In Übereinstimmung mit der Doktrin ist Russland zum Einsatz seiner Streitkräfte im Ausland berechtigt, wenn es dabei um den Schutz der Interessen Russlands oder seiner Bürger oder um die Erhaltung des internationalen Friedens und der Sicherheit gehe. Ende 2009 war das russische Gesetz "Über die Verteidigung" bereits entsprechend abgeändert worden.

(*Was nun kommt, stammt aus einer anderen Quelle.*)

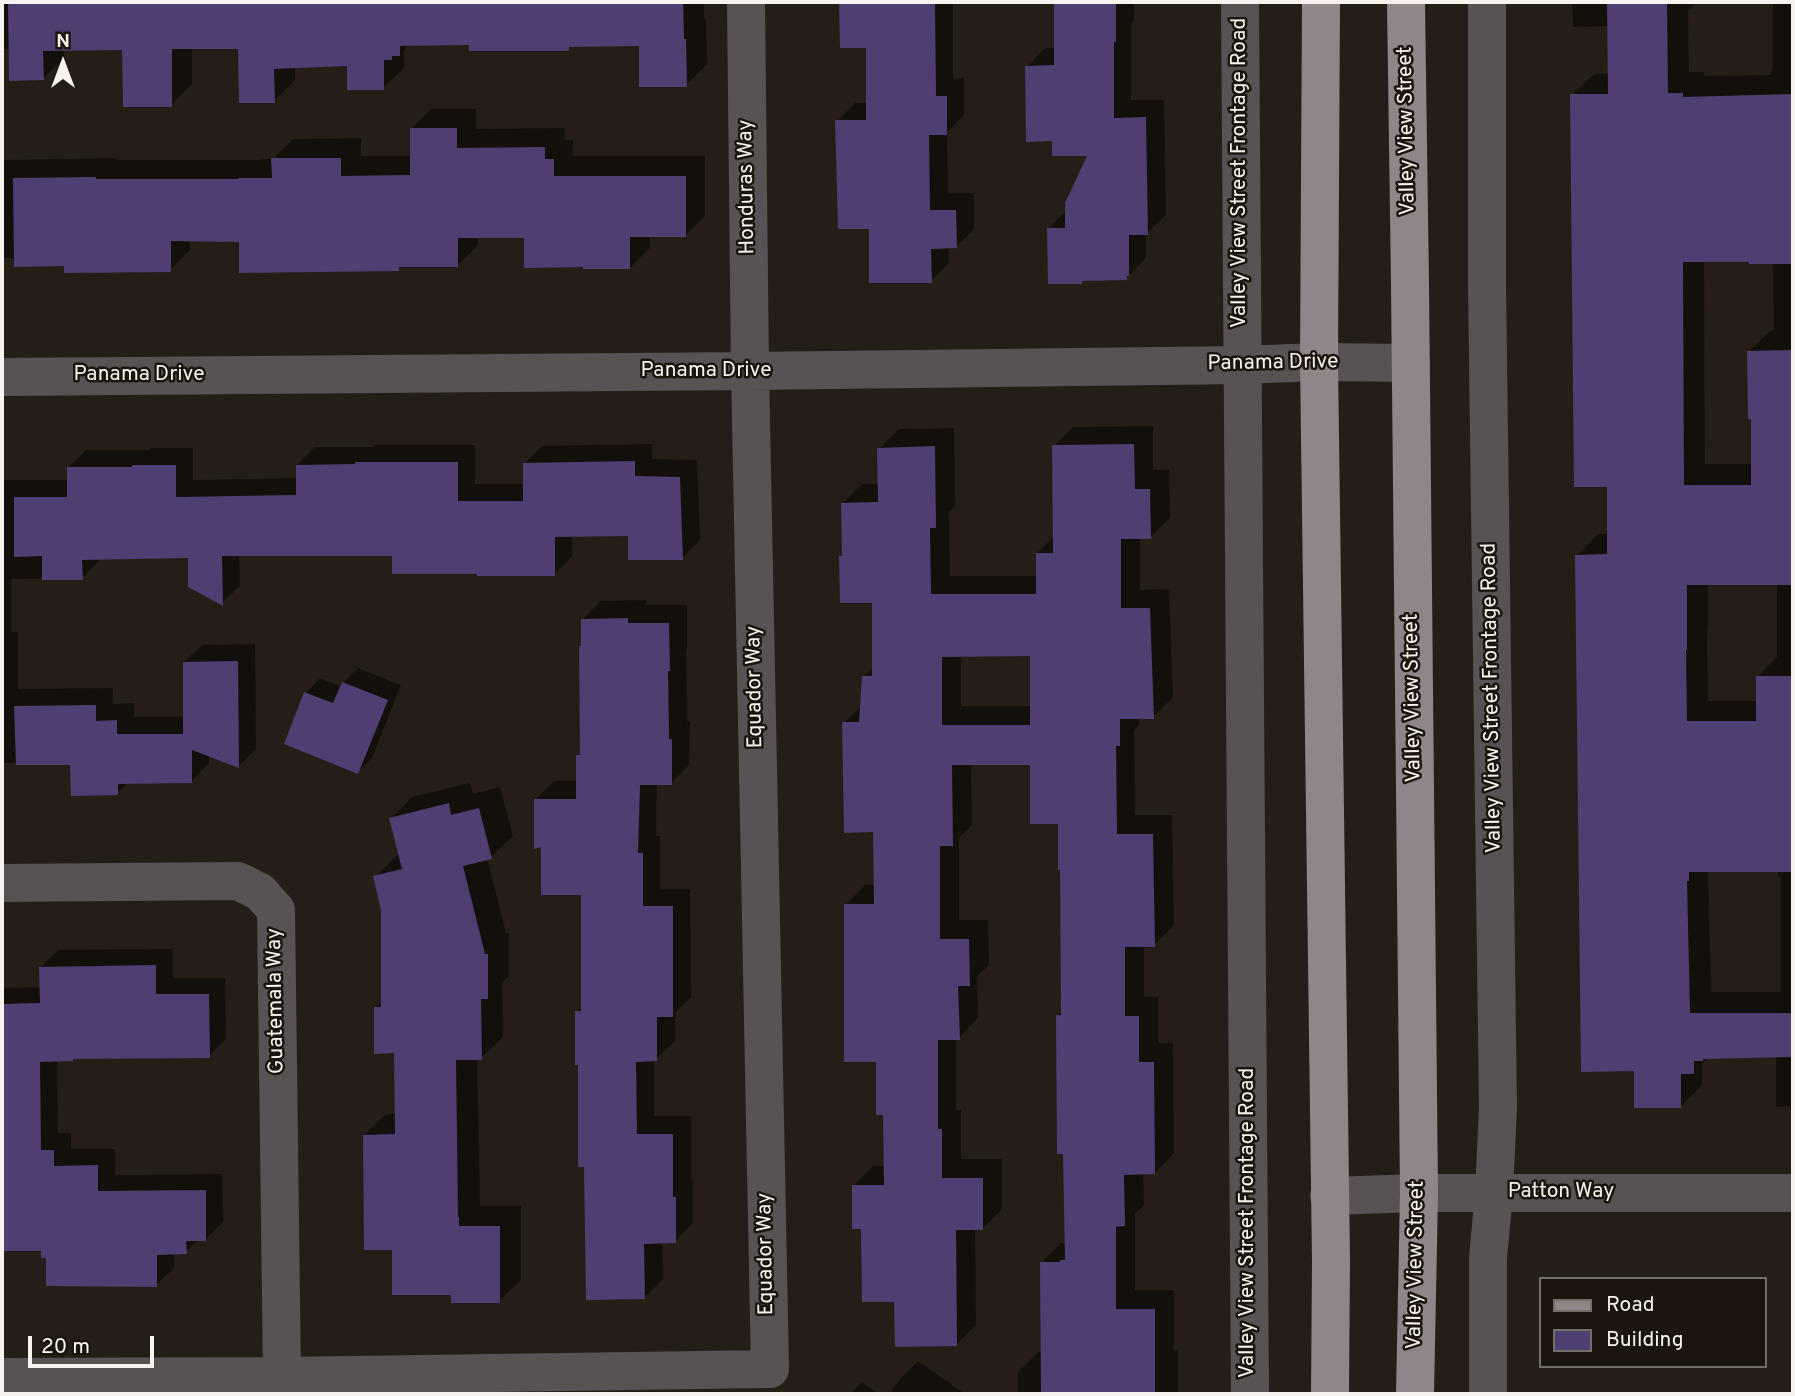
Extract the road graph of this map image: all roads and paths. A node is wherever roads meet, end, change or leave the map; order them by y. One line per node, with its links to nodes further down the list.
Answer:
1 (746, 2): 9 (street, Honduras Way)
2 (1240, 2): 8 (street, Valley View Street Frontage Road)
3 (1321, 2): 6 (main road)
4 (1406, 2): 7 (main road, Valley View Street)
5 (1487, 2): 13 (street, Valley View Street Frontage Road)
6 (1320, 362): 7 (street, Panama Drive); 8 (street, Panama Drive); 15 (main road)
7 (1411, 363): 12 (main road, Valley View Street)
8 (1242, 365): 9 (street, Panama Drive); 18 (street, Valley View Street Frontage Road)
9 (750, 371): 10 (street, Panama Drive); 17 (street, Equador Way)
10 (2, 377)
11 (2, 883): 17 (street, Guatemala Way)
12 (1419, 1193): 13 (street, Patton Way); 15 (street, Patton Way); 20 (main road, Valley View Street)
13 (1494, 1193): 14 (street, Patton Way); 21 (street, Valley View Street Frontage Road)
14 (1793, 1193)
15 (1329, 1196): 19 (main road)
16 (2, 1377): 17 (street, Equador Way)
17 (282, 1377)
18 (1250, 1394)
19 (1330, 1394)
20 (1415, 1394)
21 (1488, 1394)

Die Doktrin beinhaltet die Vervollkommnung des Systems der raketenkosmischen Verteidigung als eines der Hauptanliegen.

Zu den größten inneren Gefahren werden in dem Dokument unter anderem Versuche einer gewaltsamen Änderung der Staatsordnung, die Untergrabung der Souveränität, die Verletzung der Einheit und territorialen Integrität des Staates sowie Versuche gezählt, die Tätigkeit der Staatsmacht- und militärischen Leitungsorgane zu desorganisieren.

Als sehr gefährlich für die Sicherheit des Landes werden in der Doktrin auch die Aufstellung und Ausbildung illegaler bewaffneter und/oder paramilitärischer Formationen sowie deren Aktivitäten unmittelbar auf dem Territorium der Russischen Föderation oder auf dem Territorium ihrer Verbündeten eingestuft.